◆ **Source records**

=-=-=-=-=

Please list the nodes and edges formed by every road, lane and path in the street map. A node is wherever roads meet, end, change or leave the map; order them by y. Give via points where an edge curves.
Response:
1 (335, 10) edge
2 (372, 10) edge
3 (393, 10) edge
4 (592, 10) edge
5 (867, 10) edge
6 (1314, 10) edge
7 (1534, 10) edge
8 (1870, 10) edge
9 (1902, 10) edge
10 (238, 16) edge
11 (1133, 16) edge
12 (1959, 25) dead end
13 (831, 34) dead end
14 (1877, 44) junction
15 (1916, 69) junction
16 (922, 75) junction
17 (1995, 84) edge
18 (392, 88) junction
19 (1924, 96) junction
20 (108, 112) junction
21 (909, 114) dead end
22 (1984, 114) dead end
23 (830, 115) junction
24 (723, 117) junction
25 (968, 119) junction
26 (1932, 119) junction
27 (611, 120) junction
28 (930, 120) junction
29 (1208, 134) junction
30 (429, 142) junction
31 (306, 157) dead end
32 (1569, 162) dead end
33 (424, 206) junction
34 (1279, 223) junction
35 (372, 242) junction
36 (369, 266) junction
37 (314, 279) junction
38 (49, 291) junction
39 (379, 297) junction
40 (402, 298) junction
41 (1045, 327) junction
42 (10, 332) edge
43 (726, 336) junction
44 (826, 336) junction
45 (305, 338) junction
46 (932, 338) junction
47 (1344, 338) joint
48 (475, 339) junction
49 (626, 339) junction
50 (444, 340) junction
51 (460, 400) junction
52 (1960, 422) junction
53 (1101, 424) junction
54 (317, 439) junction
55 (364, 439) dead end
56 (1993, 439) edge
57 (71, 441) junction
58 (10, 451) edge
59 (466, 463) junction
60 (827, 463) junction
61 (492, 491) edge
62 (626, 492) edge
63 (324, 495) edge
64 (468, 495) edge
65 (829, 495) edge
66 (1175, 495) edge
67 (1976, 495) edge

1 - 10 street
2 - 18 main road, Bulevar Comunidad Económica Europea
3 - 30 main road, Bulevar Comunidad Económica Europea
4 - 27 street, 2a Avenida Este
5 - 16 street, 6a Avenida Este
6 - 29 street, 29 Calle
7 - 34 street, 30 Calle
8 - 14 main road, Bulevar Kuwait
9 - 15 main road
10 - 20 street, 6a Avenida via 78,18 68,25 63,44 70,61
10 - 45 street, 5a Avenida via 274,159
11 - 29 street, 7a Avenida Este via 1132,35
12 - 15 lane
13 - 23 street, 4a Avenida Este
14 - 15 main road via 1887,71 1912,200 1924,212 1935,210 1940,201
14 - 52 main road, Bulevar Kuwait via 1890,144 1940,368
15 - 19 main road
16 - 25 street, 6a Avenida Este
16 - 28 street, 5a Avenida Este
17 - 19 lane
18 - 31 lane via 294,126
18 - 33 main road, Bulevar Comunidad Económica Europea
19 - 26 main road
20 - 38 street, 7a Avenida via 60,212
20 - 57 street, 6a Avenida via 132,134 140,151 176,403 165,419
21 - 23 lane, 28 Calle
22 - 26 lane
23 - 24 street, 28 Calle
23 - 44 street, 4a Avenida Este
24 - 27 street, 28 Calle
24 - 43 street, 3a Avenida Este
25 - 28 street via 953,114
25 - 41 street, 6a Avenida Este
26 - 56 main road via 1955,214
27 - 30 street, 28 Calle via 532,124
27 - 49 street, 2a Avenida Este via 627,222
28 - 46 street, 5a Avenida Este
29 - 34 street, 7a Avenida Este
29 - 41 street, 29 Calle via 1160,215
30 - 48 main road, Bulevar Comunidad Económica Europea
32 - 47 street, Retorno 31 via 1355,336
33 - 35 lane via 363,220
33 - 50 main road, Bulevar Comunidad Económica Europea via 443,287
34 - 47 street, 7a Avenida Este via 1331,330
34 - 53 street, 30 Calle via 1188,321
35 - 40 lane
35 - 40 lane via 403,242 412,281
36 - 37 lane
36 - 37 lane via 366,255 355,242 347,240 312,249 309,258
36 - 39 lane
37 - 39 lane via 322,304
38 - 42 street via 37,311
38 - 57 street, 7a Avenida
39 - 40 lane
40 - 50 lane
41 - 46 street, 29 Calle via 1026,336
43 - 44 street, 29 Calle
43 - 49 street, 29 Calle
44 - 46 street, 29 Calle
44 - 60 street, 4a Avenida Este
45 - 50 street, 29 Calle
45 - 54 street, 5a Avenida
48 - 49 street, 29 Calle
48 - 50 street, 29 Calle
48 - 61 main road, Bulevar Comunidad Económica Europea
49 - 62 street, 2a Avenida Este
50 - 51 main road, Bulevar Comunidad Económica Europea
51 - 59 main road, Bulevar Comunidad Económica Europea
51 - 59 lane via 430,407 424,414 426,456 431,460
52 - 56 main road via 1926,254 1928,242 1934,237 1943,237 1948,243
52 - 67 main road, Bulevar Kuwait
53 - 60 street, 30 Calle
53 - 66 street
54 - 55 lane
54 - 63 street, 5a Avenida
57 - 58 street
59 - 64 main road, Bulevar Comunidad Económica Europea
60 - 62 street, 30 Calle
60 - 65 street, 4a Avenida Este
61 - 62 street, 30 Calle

=-=-=-=-=

◆ **Work to be completed**
Every line with "Bulevar" in it should be copied from the entries.

◆ **Solution for this problem**
2 - 18 main road, Bulevar Comunidad Económica Europea
3 - 30 main road, Bulevar Comunidad Económica Europea
8 - 14 main road, Bulevar Kuwait
14 - 52 main road, Bulevar Kuwait via 1890,144 1940,368
18 - 33 main road, Bulevar Comunidad Económica Europea
30 - 48 main road, Bulevar Comunidad Económica Europea
33 - 50 main road, Bulevar Comunidad Económica Europea via 443,287
48 - 61 main road, Bulevar Comunidad Económica Europea
50 - 51 main road, Bulevar Comunidad Económica Europea
51 - 59 main road, Bulevar Comunidad Económica Europea
52 - 67 main road, Bulevar Kuwait
59 - 64 main road, Bulevar Comunidad Económica Europea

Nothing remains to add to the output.